Input:
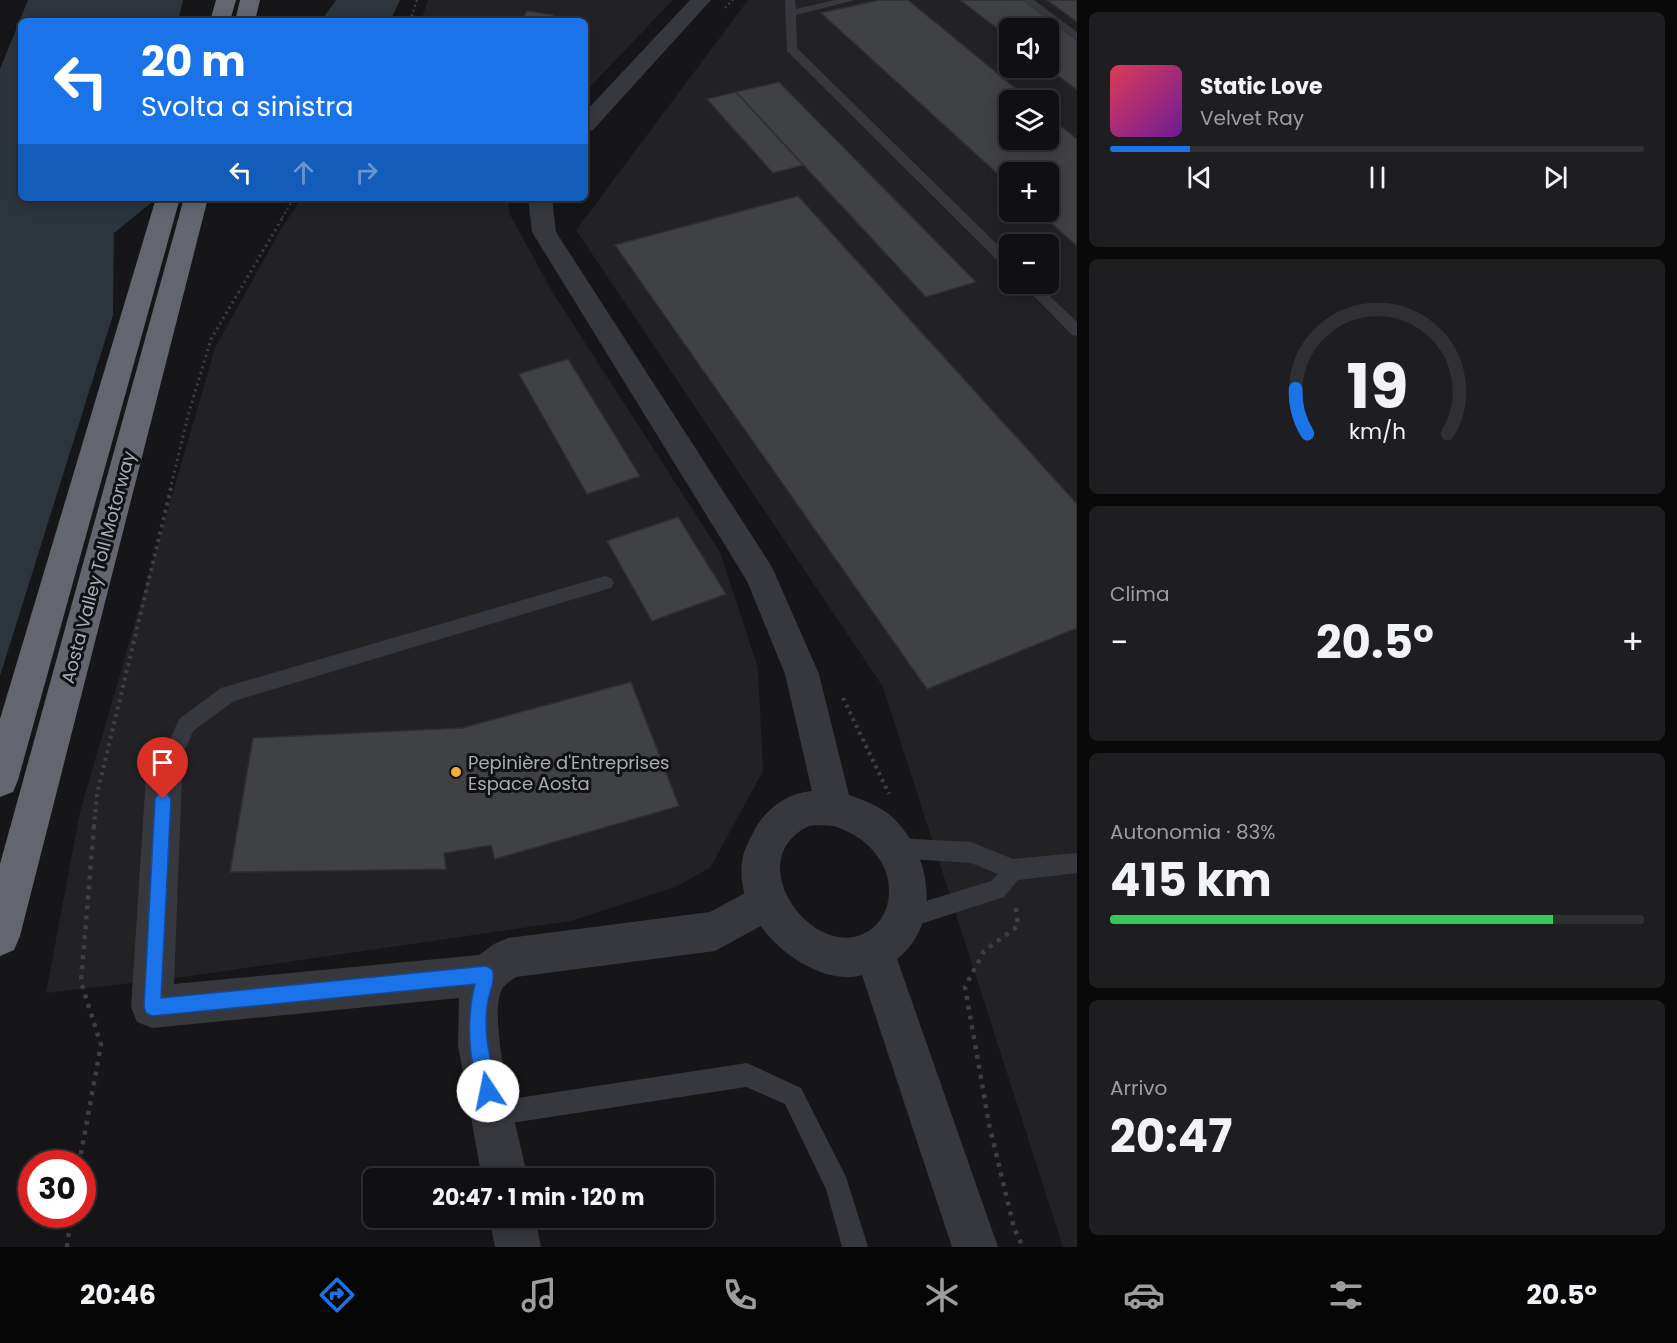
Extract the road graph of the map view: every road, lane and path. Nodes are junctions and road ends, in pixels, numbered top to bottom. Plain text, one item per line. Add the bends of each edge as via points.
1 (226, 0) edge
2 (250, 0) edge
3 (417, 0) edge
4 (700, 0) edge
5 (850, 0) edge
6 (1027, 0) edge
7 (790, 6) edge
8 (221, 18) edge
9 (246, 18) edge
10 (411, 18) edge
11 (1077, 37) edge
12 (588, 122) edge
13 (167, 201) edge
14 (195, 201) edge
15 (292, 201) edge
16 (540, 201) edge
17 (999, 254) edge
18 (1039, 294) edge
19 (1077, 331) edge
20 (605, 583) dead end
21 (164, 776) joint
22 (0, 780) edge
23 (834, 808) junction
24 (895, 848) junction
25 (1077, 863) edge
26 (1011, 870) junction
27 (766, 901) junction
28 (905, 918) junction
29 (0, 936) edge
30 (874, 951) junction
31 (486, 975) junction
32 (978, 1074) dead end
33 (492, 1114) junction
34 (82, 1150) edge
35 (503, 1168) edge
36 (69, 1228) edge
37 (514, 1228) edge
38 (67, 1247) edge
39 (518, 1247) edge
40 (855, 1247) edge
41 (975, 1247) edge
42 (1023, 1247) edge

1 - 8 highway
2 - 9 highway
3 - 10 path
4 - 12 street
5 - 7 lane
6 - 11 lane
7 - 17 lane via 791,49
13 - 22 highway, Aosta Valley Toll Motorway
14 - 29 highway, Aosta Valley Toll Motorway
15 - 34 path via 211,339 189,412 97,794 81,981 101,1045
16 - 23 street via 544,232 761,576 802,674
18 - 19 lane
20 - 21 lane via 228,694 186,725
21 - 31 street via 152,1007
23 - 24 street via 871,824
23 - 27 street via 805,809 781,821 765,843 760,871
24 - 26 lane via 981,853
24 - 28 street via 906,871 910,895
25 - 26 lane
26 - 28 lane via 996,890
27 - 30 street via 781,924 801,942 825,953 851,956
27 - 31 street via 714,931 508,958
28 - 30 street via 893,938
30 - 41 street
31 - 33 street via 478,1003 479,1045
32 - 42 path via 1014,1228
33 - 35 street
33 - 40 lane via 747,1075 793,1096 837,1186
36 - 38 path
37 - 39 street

Problem description:
How many of the lines above include the word "lane"? Give that number without comment.

Exercise output:
10